**** Records shown

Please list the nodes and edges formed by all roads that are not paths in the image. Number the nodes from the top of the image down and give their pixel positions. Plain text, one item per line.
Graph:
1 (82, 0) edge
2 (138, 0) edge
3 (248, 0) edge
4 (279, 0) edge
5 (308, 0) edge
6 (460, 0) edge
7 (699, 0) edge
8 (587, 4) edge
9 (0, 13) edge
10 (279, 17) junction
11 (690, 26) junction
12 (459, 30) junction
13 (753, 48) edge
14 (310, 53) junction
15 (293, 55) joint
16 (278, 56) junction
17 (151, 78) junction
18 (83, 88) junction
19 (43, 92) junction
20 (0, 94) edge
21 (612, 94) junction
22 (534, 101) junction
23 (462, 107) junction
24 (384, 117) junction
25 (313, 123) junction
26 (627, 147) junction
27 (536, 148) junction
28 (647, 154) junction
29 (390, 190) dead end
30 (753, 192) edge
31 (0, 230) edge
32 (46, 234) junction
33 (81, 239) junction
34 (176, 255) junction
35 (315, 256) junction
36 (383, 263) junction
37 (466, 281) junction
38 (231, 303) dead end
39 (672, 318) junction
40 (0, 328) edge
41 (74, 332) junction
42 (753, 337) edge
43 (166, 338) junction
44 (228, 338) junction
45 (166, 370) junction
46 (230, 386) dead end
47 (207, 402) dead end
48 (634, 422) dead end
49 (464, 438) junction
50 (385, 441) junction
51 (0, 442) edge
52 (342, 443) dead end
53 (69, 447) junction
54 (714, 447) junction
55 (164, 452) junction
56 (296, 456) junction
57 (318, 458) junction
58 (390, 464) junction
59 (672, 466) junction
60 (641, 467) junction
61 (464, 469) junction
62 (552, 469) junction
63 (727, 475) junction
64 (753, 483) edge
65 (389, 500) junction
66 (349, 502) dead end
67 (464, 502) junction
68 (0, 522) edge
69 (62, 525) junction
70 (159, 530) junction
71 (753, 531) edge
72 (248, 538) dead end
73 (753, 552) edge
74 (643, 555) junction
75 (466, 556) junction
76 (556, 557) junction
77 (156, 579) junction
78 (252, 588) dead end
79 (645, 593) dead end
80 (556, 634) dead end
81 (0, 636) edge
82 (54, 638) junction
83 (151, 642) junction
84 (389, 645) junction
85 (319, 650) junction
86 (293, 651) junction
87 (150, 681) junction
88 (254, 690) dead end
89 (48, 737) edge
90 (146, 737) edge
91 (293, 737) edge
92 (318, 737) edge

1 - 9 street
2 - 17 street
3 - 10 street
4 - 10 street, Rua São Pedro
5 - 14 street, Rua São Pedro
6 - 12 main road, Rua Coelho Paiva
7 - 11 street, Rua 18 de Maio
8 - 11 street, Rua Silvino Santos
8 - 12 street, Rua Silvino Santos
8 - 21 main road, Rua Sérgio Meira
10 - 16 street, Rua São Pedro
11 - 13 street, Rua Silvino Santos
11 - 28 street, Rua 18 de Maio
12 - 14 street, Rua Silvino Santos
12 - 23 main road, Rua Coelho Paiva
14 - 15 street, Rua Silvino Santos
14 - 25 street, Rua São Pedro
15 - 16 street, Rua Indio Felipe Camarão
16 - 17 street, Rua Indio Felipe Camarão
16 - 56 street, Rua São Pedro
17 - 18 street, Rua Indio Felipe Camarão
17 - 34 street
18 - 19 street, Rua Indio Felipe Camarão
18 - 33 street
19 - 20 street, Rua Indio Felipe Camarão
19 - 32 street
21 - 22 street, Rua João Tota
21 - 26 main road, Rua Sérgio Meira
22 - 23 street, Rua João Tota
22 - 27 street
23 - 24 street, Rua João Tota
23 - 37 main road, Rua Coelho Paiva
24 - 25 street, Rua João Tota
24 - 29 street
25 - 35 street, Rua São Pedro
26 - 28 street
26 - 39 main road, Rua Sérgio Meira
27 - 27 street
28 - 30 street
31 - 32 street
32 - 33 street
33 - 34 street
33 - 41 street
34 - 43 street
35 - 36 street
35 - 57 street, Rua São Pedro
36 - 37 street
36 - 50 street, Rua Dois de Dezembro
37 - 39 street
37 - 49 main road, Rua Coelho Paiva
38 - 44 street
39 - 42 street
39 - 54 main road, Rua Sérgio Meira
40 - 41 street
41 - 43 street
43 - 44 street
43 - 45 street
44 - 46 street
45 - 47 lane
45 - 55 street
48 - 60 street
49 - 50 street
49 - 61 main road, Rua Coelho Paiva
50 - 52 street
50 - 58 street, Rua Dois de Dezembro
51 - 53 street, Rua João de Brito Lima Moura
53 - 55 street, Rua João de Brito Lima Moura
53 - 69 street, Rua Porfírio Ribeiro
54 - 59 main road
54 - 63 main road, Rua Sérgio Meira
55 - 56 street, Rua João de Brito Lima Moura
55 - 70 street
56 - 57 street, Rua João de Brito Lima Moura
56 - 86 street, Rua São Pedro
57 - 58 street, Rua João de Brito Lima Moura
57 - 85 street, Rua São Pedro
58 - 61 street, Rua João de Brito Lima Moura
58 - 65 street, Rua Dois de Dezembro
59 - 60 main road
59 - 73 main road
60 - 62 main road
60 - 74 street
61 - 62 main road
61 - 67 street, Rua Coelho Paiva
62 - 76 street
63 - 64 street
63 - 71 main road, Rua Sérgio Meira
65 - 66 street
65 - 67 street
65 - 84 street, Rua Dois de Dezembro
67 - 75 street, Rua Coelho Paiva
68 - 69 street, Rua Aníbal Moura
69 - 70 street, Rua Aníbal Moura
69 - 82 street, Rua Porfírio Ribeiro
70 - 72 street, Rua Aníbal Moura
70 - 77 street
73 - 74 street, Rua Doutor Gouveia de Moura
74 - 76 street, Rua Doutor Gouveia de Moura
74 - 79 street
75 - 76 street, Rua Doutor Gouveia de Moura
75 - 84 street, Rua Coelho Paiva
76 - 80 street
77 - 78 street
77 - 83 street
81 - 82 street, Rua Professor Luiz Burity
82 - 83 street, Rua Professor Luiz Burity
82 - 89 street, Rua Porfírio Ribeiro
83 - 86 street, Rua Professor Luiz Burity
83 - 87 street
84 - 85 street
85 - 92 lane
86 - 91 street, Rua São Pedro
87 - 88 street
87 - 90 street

********

--- Exercise instructions ---
Check every line of the data for the string "Paiva". Give the number of lines that have it, and only that.

--- Answer for this exercise ---
8